The students learned that to make a quill you need a primary flight feather from a large bird discarded during their annual moult. Goose, turkey or swan, were preferable as the shaft of the feather was thicker and could hold more ink, swan feathers were scarce and therefore more expensive. Traditionally most of the feather barbs are removed when making a quill as they would only get in the way when writing.

The word pen is derived from the latin word for feather, “penna”. Each student learned how to carve their own quill using a turkey feather. They then practiced how to write the alphabet with their quills and pots of ink. They learned that ink is of equal importance to any writing instrument, as without it nothing would get onto the paper.

Beautiful cursive writing (calligraphy) is an art and this brought out the “Harry Potter” in many of the class, with students stating that while it was more challenging and time consuming to write with a quill, it was certainly more satisfying. Several students asked if they could use their quills in regular class activities!

They learned that all the fonts in the English alphabet were formed due to the angled shape of the quill nib, which creates thick and thin lines with the up and the downstroke. Over several sessions they worked on writing a letter to someone explaining what the project was about. To finish the project each student made a wax stamp seal using some wooden doweling and oven bake clay for their personalized crest. They then sealed their letters with wax to mail them off in true medieval fashion.

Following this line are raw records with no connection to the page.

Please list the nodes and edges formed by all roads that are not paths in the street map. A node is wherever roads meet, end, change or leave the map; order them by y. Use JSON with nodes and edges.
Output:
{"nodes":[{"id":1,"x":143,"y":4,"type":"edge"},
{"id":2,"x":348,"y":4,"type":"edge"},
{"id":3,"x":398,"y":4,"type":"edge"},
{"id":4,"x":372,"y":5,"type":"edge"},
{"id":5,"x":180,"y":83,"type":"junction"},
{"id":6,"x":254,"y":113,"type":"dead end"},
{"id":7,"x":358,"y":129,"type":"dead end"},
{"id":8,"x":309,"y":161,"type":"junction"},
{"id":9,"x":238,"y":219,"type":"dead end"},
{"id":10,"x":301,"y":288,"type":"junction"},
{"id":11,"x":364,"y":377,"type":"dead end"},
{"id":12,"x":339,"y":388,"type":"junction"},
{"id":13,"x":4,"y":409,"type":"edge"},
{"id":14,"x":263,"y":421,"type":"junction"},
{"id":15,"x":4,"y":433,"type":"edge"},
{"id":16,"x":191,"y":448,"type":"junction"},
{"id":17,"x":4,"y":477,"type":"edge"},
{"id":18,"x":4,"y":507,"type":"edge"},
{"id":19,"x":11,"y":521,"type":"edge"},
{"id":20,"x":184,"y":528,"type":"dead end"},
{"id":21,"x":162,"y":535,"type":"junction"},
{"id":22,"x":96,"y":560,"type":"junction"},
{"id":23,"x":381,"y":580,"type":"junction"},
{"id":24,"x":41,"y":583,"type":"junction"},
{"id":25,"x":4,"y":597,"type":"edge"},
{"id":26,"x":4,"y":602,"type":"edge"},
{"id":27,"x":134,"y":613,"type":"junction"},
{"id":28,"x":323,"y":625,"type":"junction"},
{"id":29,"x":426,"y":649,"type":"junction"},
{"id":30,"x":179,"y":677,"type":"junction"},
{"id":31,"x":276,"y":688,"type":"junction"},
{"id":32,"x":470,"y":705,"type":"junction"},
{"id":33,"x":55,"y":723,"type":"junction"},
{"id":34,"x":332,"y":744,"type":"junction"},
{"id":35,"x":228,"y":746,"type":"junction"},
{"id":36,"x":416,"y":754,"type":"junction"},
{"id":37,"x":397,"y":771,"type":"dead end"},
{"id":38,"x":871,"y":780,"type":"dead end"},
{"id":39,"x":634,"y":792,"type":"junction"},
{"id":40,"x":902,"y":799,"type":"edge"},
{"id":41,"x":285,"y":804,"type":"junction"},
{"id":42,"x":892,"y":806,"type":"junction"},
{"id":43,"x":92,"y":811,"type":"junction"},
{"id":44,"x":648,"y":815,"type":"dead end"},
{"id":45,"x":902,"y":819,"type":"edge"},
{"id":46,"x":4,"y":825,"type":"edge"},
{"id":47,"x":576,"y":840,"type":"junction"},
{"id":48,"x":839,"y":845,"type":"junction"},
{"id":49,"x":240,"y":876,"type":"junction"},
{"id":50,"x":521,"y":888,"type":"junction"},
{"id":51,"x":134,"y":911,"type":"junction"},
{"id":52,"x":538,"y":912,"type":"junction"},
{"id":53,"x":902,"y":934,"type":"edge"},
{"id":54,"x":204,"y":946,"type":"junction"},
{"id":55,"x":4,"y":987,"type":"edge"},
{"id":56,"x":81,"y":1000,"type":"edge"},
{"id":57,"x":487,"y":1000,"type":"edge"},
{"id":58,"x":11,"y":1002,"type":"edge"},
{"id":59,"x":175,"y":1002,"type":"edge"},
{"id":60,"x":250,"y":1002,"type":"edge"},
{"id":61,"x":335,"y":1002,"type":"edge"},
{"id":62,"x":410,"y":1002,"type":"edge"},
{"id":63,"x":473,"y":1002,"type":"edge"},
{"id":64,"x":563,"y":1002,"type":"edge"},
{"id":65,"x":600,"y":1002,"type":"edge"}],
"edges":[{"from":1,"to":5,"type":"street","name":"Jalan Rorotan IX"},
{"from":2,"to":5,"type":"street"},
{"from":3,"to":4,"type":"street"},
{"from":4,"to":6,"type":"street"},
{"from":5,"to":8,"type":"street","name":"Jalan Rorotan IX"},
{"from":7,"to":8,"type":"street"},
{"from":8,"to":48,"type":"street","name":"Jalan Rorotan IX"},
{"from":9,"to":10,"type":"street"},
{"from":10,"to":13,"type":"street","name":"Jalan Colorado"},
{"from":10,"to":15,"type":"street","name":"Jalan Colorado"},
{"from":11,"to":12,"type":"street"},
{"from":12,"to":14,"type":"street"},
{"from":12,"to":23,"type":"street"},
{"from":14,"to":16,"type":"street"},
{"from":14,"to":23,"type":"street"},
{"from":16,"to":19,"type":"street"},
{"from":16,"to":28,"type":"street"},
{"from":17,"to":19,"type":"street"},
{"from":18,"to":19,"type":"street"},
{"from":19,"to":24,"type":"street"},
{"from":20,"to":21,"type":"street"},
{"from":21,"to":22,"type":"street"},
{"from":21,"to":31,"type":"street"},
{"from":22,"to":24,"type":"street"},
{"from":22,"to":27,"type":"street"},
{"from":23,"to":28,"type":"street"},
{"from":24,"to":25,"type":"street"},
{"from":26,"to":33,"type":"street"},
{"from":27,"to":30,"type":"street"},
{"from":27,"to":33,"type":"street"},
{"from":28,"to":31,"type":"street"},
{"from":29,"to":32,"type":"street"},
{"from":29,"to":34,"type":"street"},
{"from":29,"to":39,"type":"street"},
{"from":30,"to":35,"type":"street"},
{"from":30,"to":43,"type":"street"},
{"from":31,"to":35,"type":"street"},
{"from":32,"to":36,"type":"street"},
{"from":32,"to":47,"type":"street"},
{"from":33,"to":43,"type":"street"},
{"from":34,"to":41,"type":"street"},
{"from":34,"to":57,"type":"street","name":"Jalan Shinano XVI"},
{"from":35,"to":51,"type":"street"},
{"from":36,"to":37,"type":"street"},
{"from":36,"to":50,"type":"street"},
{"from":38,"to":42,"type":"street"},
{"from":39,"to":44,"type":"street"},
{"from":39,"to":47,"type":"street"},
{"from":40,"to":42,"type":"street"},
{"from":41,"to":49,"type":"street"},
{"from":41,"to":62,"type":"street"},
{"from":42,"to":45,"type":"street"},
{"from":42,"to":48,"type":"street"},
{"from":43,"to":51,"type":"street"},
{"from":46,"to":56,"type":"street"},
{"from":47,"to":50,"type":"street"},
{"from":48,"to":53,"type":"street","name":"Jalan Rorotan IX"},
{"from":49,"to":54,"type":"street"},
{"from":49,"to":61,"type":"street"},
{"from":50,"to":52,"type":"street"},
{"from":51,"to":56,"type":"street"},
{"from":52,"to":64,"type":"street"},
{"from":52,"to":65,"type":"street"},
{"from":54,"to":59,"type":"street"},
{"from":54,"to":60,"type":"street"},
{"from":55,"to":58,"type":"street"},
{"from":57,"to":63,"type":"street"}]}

We discussed the benefits of the quill and why it was in use for 1200 years before it was replaced by the steel nib pen. The steel fountain pen is the modern- day equivalent of the quill, and is a recyclable, refillable, reusable pen. The steel ballpoint pen was invented in the 1920s and became popular during the first world war due to its durability.  The 1960s saw the invention of the plastic ballpoint pen and soon these replaced the steel version as they were cheap and disposable.

Billions of pens end up in the landfill each year and we tend to just take it for granted that this is just a part of living in the 21st Century.

However, as the students found out we do have a choice as to what we write with. Whether we choose to go back to using a feather quill, or a steel fountain pen that can be refilled repeatedly and eventually recycled. Or perhaps we choose to write with the good old -fashioned pencil which also has a softer environmental impact on the planet.